Assigned task: Identify all lines in the listing that include the word "radius", and copy them out.

Records provided:

+ + +

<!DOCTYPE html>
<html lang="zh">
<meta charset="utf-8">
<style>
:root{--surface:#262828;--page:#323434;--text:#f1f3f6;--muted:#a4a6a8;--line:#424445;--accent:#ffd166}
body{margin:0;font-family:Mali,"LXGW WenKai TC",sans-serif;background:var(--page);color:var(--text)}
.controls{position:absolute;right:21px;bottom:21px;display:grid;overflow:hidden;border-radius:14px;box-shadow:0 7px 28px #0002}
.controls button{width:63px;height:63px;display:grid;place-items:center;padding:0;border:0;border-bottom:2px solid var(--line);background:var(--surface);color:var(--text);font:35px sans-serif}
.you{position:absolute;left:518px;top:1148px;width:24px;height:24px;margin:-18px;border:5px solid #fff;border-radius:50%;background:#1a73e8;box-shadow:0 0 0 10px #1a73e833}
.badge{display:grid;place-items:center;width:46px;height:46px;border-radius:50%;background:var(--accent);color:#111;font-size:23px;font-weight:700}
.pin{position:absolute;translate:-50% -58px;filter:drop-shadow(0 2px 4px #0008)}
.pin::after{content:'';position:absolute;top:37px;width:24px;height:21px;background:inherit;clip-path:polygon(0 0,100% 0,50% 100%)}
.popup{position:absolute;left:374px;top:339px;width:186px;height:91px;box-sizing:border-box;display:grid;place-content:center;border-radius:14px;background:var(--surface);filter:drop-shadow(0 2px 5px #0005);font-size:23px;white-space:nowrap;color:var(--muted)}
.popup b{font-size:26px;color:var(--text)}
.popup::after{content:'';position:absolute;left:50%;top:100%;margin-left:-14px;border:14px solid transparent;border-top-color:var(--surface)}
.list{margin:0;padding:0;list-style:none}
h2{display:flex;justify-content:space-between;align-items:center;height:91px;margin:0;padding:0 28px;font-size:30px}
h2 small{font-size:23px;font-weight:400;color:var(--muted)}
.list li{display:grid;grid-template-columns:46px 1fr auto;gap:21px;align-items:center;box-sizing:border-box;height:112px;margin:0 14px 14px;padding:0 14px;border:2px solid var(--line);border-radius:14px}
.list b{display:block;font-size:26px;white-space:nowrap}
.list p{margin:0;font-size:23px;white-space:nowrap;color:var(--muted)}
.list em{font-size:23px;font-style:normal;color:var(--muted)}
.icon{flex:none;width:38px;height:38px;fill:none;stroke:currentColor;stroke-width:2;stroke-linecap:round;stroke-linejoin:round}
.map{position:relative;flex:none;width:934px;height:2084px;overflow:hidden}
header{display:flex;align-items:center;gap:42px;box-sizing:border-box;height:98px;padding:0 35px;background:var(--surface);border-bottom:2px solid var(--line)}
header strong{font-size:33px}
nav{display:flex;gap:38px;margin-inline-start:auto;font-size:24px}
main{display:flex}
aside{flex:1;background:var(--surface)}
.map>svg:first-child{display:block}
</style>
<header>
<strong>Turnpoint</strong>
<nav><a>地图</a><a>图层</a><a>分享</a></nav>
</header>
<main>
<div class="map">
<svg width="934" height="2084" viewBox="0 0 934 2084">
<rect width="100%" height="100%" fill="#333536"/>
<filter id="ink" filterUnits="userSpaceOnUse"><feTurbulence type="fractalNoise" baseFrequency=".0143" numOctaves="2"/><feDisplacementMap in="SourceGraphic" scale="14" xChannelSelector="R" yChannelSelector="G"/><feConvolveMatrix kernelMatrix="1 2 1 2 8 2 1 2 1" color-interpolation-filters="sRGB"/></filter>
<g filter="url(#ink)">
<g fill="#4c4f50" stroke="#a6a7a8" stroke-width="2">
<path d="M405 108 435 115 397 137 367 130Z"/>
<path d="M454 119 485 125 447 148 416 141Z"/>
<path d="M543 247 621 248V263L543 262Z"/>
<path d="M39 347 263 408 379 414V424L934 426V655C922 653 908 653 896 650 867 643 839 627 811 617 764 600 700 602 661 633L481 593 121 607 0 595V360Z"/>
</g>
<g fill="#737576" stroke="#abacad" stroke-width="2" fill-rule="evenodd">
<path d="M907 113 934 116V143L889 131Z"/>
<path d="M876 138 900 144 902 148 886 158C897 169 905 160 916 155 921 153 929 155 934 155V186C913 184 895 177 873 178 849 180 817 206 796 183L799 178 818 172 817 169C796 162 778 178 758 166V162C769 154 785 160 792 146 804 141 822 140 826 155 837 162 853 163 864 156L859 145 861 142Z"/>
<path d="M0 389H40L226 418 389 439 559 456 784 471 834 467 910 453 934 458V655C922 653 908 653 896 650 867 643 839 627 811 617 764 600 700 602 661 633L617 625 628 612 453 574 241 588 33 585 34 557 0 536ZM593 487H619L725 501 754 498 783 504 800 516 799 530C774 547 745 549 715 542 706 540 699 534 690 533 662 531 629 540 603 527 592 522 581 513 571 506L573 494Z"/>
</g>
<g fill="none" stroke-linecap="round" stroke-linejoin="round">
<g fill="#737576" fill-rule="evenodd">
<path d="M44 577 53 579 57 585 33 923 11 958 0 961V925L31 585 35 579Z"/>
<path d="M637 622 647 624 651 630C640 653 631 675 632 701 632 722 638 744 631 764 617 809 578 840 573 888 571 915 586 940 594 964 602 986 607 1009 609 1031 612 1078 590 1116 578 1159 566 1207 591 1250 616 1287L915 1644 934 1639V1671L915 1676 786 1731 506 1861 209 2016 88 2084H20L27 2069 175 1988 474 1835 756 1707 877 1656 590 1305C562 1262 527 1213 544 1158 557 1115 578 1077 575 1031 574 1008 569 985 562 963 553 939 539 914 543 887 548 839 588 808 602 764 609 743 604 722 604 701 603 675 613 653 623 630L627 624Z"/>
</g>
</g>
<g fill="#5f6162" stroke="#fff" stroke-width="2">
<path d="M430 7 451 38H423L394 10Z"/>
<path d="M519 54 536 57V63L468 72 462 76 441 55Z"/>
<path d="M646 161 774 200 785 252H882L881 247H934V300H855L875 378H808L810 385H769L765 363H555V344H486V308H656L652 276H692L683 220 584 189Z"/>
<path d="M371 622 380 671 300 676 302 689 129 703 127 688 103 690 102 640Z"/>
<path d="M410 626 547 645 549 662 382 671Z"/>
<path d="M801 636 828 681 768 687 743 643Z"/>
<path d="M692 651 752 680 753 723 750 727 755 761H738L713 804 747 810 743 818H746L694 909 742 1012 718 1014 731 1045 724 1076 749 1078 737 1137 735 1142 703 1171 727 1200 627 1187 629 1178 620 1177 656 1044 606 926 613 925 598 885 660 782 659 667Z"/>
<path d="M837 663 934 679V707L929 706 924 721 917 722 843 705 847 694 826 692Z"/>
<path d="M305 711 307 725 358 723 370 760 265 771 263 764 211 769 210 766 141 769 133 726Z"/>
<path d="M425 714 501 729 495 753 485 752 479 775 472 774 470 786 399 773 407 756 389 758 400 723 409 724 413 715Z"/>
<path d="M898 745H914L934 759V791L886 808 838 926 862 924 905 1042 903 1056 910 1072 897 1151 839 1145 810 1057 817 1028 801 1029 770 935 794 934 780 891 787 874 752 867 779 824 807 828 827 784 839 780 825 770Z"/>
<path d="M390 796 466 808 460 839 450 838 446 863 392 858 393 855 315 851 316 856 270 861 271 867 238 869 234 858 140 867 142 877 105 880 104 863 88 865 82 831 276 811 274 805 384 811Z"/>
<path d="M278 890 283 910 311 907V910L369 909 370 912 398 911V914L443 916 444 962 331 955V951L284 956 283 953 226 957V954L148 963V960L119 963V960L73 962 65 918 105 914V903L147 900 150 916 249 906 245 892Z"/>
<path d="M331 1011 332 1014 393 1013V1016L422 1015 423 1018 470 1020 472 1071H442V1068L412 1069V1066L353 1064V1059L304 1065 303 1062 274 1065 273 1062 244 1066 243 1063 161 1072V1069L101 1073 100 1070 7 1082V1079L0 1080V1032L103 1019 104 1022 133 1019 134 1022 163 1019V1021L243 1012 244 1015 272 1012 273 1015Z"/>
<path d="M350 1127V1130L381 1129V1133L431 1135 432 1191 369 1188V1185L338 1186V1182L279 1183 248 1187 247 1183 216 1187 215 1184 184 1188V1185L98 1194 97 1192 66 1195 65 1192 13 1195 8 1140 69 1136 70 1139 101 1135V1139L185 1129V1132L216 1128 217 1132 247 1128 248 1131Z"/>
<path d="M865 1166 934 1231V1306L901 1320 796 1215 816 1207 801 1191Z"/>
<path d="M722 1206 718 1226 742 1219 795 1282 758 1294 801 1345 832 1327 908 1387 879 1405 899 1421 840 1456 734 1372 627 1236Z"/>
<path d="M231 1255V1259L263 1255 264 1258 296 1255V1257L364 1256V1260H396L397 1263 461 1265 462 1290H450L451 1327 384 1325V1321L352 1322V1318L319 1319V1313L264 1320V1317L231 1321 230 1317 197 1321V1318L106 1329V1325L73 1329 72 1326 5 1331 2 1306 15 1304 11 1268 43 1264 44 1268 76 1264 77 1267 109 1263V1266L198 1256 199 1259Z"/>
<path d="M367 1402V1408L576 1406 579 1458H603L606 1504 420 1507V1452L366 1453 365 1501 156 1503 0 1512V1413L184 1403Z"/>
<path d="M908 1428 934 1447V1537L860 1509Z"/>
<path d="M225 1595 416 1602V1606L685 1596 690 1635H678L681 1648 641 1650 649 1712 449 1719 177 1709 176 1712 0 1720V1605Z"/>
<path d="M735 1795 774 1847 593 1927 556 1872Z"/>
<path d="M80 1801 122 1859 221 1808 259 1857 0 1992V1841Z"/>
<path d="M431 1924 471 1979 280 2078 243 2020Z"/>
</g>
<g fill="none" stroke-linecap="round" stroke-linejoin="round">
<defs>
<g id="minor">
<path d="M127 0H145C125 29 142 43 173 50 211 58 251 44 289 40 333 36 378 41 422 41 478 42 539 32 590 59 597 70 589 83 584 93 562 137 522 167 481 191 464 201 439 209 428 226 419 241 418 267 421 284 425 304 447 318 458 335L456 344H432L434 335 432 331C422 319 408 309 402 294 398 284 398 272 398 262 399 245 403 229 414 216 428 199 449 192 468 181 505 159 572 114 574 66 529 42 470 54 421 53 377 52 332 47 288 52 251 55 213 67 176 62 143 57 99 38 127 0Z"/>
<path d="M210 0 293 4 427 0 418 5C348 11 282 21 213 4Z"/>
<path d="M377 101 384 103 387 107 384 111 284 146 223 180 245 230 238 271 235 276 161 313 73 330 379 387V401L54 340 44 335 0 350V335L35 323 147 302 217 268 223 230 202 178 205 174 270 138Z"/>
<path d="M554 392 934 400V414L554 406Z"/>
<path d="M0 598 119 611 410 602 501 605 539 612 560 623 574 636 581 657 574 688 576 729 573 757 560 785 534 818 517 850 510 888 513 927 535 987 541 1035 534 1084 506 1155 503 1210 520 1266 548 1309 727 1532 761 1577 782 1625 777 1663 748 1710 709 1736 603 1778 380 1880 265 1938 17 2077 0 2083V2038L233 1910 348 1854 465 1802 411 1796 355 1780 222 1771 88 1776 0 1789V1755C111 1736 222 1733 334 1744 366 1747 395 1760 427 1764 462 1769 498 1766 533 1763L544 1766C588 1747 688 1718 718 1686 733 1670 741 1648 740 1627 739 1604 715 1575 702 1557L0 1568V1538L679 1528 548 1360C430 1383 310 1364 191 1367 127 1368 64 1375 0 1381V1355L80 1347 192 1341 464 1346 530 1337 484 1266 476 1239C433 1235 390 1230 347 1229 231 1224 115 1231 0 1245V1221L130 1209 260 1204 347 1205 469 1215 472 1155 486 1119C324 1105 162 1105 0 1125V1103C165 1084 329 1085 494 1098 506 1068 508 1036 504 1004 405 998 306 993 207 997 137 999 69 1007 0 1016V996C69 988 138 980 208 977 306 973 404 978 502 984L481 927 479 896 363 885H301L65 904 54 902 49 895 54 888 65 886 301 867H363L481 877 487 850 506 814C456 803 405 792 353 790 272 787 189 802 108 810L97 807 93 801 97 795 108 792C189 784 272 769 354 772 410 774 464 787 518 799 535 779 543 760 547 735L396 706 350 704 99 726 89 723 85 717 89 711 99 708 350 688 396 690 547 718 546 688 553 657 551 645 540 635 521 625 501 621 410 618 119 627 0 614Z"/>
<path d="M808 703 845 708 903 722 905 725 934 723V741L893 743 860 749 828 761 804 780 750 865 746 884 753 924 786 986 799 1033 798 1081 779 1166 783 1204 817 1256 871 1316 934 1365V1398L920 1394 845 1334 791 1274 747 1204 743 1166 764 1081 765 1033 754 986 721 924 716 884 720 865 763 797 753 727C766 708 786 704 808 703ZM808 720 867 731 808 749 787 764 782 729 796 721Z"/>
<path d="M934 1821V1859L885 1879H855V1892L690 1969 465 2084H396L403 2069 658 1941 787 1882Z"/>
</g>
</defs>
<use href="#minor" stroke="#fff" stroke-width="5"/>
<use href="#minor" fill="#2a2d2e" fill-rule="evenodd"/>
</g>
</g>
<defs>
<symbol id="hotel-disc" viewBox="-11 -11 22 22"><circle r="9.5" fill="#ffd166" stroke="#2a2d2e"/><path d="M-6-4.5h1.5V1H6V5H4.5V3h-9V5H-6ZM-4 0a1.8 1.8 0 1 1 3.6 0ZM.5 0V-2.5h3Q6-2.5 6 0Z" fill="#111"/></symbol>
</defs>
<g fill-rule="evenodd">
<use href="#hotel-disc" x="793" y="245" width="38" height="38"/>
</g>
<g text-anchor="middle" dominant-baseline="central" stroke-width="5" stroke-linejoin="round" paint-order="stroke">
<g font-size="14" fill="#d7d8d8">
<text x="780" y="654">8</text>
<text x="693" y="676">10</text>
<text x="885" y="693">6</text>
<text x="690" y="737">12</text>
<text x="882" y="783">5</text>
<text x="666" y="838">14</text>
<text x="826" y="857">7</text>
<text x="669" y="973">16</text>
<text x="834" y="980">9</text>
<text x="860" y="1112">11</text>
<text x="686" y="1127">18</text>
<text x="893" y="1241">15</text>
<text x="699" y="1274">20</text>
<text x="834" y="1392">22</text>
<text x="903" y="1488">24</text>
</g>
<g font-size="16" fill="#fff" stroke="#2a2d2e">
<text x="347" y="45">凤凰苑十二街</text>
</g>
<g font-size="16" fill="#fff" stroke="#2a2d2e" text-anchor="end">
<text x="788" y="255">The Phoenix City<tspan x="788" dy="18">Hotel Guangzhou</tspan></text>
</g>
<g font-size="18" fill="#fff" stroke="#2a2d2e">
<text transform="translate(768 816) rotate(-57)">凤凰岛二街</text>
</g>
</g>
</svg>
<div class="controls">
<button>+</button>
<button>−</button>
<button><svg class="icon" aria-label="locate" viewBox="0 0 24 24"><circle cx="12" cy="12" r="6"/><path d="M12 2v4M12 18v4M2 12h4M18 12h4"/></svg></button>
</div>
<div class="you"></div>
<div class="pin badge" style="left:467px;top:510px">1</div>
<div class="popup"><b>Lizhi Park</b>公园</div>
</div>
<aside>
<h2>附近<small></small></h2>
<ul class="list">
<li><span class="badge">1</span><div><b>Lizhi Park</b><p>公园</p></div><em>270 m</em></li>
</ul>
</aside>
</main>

+ + +

Response below:
.controls{position:absolute;right:21px;bottom:21px;display:grid;overflow:hidden;border-radius:14px;box-shadow:0 7px 28px #0002}
.you{position:absolute;left:518px;top:1148px;width:24px;height:24px;margin:-18px;border:5px solid #fff;border-radius:50%;background:#1a73e8;box-shadow:0 0 0 10px #1a73e833}
.badge{display:grid;place-items:center;width:46px;height:46px;border-radius:50%;background:var(--accent);color:#111;font-size:23px;font-weight:700}
.popup{position:absolute;left:374px;top:339px;width:186px;height:91px;box-sizing:border-box;display:grid;place-content:center;border-radius:14px;background:var(--surface);filter:drop-shadow(0 2px 5px #0005);font-size:23px;white-space:nowrap;color:var(--muted)}
.list li{display:grid;grid-template-columns:46px 1fr auto;gap:21px;align-items:center;box-sizing:border-box;height:112px;margin:0 14px 14px;padding:0 14px;border:2px solid var(--line);border-radius:14px}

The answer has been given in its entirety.